Ausblick: Sommermärchen 2.0?
Der Vergleich mit dem Sommermärchen von 2006 sollte vermieden werden, weil sich Geschichte grundsätzlich nicht wiederholt. Wir erinnern uns: Deutschland war zur damaligen WM fünf Wochen lang mit Sommerwetter gesegnet. Kaum ein Spiel fand im Regen statt. Allein das Wetter ist für die Euro 2024 ein anderes – und darüber hinaus auch das gesellschaftliche und politische Klima. Ob sich an der Stimmung im Lande und in Berlin angesichts der Krisen in den vergangenen Jahren durch die EM-Party dauerhaft etwas verändert, hängt besonders vom weiteren Turnierverlauf der DFB-Elf ab.
Der Sport-Philosoph Gunter Gebauer hat aber schon einen zarten Umschwung zum Positiven feststellen können.
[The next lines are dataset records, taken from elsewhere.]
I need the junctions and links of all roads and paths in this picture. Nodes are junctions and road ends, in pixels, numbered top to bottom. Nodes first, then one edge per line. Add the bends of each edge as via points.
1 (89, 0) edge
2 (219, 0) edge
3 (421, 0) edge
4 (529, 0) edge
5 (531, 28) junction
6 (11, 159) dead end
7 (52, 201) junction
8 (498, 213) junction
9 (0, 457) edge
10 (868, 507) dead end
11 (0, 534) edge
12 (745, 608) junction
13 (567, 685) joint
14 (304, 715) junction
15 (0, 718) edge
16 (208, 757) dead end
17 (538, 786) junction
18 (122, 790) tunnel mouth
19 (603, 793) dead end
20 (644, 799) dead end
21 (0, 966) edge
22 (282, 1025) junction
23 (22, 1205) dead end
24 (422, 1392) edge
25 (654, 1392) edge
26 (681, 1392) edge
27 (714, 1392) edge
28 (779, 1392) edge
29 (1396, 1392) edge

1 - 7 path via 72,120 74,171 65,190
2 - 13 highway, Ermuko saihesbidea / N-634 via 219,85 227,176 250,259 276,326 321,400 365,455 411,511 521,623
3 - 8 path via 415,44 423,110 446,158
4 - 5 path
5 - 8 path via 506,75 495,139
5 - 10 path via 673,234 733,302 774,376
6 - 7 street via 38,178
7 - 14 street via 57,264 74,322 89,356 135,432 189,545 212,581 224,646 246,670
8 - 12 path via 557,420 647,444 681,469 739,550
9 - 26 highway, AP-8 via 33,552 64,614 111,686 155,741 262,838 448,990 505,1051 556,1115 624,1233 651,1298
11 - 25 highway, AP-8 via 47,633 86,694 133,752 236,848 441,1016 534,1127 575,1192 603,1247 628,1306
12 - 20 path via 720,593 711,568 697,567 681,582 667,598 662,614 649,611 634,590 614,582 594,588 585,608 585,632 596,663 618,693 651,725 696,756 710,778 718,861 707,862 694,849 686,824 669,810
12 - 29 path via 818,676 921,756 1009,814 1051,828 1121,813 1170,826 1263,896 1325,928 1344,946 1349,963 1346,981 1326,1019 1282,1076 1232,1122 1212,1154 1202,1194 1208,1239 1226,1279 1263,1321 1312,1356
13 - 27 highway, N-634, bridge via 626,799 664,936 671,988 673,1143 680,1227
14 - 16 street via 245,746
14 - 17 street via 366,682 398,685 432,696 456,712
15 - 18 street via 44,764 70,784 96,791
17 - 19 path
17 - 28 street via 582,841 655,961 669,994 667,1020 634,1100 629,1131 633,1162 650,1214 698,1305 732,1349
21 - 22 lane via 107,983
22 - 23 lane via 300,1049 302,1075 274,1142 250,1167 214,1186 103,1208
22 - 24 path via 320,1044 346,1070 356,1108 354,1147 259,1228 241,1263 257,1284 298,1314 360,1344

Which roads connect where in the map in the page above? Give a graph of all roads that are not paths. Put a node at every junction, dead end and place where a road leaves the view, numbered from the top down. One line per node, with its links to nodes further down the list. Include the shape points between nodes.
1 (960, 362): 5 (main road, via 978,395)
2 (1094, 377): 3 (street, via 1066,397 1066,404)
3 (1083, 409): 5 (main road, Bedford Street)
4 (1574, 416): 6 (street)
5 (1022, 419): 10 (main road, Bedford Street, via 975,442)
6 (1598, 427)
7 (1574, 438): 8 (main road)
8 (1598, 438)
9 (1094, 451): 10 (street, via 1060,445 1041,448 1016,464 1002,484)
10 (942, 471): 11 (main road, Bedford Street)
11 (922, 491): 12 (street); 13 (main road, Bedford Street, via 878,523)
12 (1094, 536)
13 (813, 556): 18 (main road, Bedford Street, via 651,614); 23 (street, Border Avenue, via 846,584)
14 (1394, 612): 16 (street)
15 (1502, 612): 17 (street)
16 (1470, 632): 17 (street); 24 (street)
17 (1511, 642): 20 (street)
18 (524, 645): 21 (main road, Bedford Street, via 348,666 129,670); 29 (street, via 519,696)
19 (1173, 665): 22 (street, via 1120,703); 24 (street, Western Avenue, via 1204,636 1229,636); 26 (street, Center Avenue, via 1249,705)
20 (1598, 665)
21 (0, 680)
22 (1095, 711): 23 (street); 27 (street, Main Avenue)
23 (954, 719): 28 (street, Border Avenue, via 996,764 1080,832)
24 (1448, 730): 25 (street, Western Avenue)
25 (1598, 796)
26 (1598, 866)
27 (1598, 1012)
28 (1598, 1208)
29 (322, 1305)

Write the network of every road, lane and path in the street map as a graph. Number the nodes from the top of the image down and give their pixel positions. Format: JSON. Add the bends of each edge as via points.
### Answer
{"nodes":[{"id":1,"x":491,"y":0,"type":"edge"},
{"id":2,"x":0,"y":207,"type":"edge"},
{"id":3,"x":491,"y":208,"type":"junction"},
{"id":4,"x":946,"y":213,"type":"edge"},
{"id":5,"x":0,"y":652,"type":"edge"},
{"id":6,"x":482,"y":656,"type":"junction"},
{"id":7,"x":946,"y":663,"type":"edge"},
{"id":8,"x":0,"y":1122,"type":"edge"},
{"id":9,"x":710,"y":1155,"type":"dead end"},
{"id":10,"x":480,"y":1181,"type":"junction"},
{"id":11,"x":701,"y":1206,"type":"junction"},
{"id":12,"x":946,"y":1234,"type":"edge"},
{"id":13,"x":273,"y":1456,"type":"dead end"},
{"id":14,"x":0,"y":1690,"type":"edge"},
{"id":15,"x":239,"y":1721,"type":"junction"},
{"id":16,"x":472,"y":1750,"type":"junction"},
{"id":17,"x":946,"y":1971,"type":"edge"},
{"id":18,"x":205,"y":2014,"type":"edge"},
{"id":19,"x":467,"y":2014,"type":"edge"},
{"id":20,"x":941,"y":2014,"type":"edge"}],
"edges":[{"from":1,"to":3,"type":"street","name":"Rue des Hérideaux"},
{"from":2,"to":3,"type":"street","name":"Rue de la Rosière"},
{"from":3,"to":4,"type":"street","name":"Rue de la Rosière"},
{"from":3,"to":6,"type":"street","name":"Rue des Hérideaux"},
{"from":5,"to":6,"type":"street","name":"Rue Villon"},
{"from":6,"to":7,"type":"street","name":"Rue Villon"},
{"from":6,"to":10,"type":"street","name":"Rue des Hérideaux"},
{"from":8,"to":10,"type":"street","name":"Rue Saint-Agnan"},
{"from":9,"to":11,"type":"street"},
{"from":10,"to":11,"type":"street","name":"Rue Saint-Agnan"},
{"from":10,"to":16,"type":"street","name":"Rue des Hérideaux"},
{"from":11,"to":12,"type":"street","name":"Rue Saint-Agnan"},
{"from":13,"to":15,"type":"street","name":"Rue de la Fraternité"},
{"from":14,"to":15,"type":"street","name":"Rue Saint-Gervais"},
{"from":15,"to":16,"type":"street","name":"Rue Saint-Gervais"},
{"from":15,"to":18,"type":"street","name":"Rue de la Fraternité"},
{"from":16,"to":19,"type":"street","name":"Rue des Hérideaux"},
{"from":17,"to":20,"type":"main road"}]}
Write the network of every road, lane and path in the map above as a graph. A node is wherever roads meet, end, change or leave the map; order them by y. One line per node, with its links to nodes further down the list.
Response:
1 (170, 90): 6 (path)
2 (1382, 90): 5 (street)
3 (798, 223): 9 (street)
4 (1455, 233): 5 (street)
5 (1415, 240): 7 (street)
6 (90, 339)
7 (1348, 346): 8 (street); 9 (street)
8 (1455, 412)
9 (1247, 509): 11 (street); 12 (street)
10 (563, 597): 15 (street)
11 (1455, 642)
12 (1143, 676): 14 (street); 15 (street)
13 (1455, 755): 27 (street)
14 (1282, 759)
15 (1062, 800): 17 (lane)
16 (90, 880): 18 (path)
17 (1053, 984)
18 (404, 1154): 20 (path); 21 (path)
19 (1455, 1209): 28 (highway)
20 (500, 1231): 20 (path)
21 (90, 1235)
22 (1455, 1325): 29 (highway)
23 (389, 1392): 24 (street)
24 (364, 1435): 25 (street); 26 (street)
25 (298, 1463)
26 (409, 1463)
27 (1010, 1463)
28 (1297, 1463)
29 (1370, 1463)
Im ZDF-Morgenmagazin vom 27. Juni [zdf.de] sagte der emeritierte Professor: "Die ersten Tage haben so etwas wie Trübnis weggewischt. Man hatte das Gefühl, man hat eine beschlagene Brille auf. Jetzt nimmt man sie runter, macht sie ein bisschen sauber und alles sieht schon wieder ein bisschen besser aus.“ Bleibt abzuwarten, wie es weitergeht.